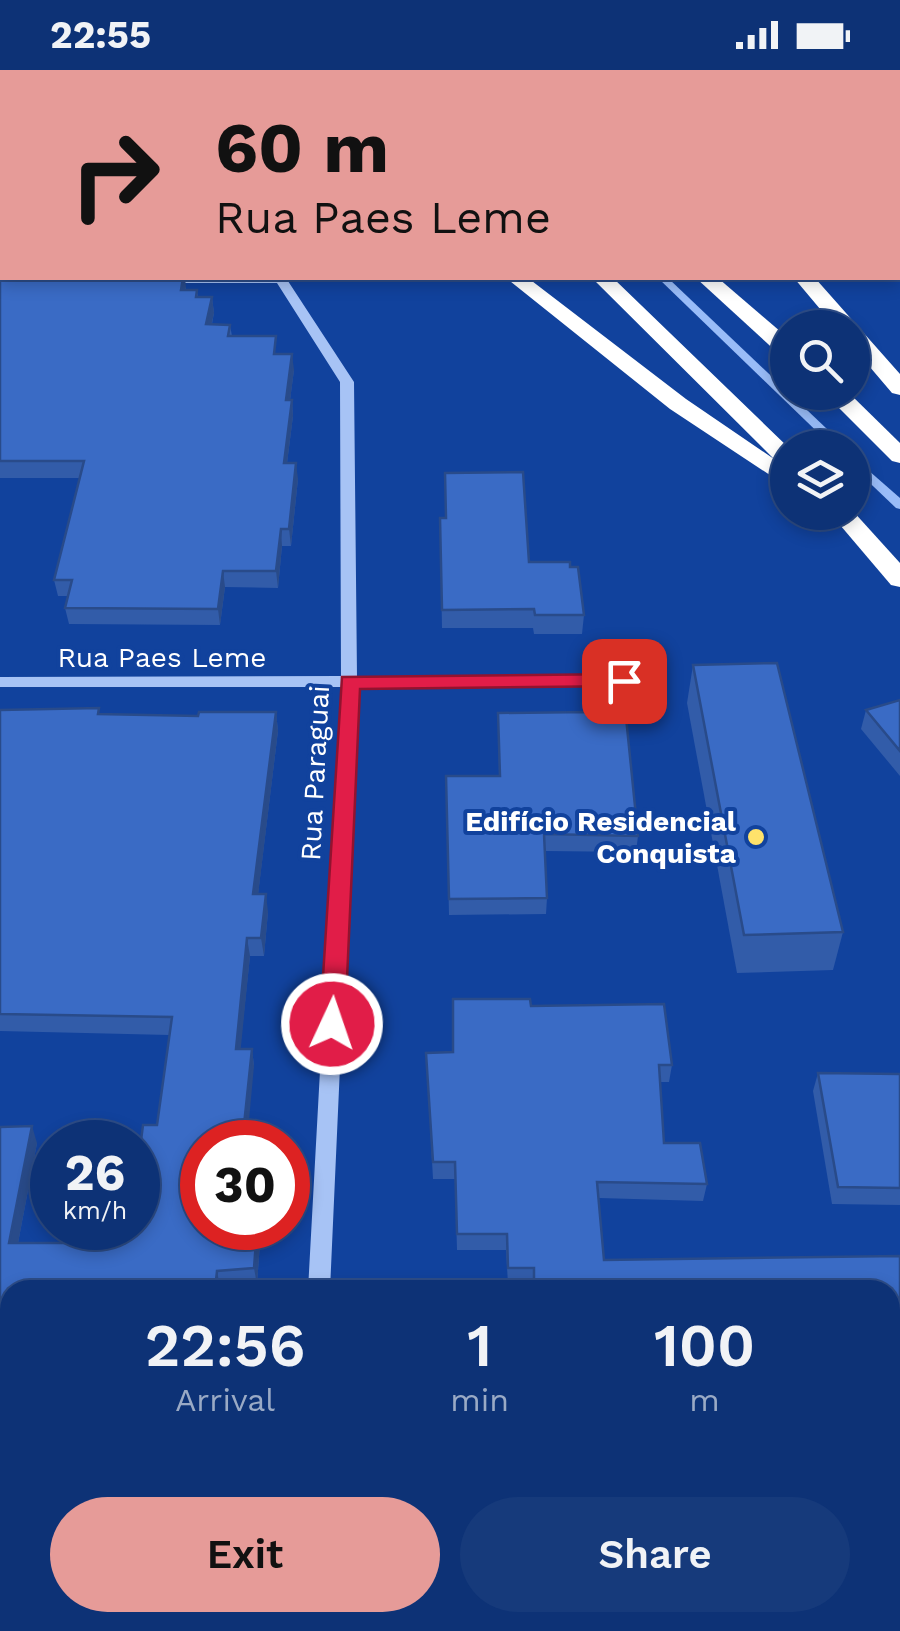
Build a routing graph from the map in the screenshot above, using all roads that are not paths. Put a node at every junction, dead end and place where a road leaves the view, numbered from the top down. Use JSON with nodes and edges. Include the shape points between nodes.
{"nodes":[{"id":1,"x":281,"y":280,"type":"edge"},
{"id":2,"x":519,"y":280,"type":"edge"},
{"id":3,"x":604,"y":280,"type":"edge"},
{"id":4,"x":708,"y":280,"type":"edge"},
{"id":5,"x":806,"y":280,"type":"edge"},
{"id":6,"x":832,"y":310,"type":"edge"},
{"id":7,"x":770,"y":334,"type":"edge"},
{"id":8,"x":870,"y":353,"type":"edge"},
{"id":9,"x":900,"y":388,"type":"edge"},
{"id":10,"x":853,"y":410,"type":"edge"},
{"id":11,"x":770,"y":442,"type":"edge"},
{"id":12,"x":900,"y":456,"type":"edge"},
{"id":13,"x":770,"y":468,"type":"edge"},
{"id":14,"x":855,"y":530,"type":"edge"},
{"id":15,"x":900,"y":580,"type":"edge"},
{"id":16,"x":624,"y":681,"type":"dead end"},
{"id":17,"x":0,"y":682,"type":"edge"},
{"id":18,"x":350,"y":682,"type":"junction"},
{"id":19,"x":320,"y":1280,"type":"edge"}],
"edges":[{"from":1,"to":18,"type":"street","name":"Rua Paraguai","via":[[348,382]]},
{"from":2,"to":13,"type":"highway"},
{"from":3,"to":11,"type":"highway"},
{"from":4,"to":7,"type":"highway"},
{"from":5,"to":6,"type":"highway"},
{"from":8,"to":9,"type":"highway"},
{"from":10,"to":12,"type":"highway"},
{"from":14,"to":15,"type":"highway"},
{"from":16,"to":18,"type":"street","name":"Rua Paes Leme"},
{"from":17,"to":18,"type":"street","name":"Rua Paes Leme"},
{"from":18,"to":19,"type":"street","name":"Rua Paraguai"}]}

# [PROBLEM TO SOLVE]
Read the listing. Report every line that includes the word "dead".

# [RESULT]
Build a routing graph from the map in the screenshot above, using all roads that are not paths. Put a node at every junction, dead end and place where a road leaves the view, numbered from the top down. Use JSON with nodes and edges. Include the shape points between nodes.
{"id":16,"x":624,"y":681,"type":"dead end"},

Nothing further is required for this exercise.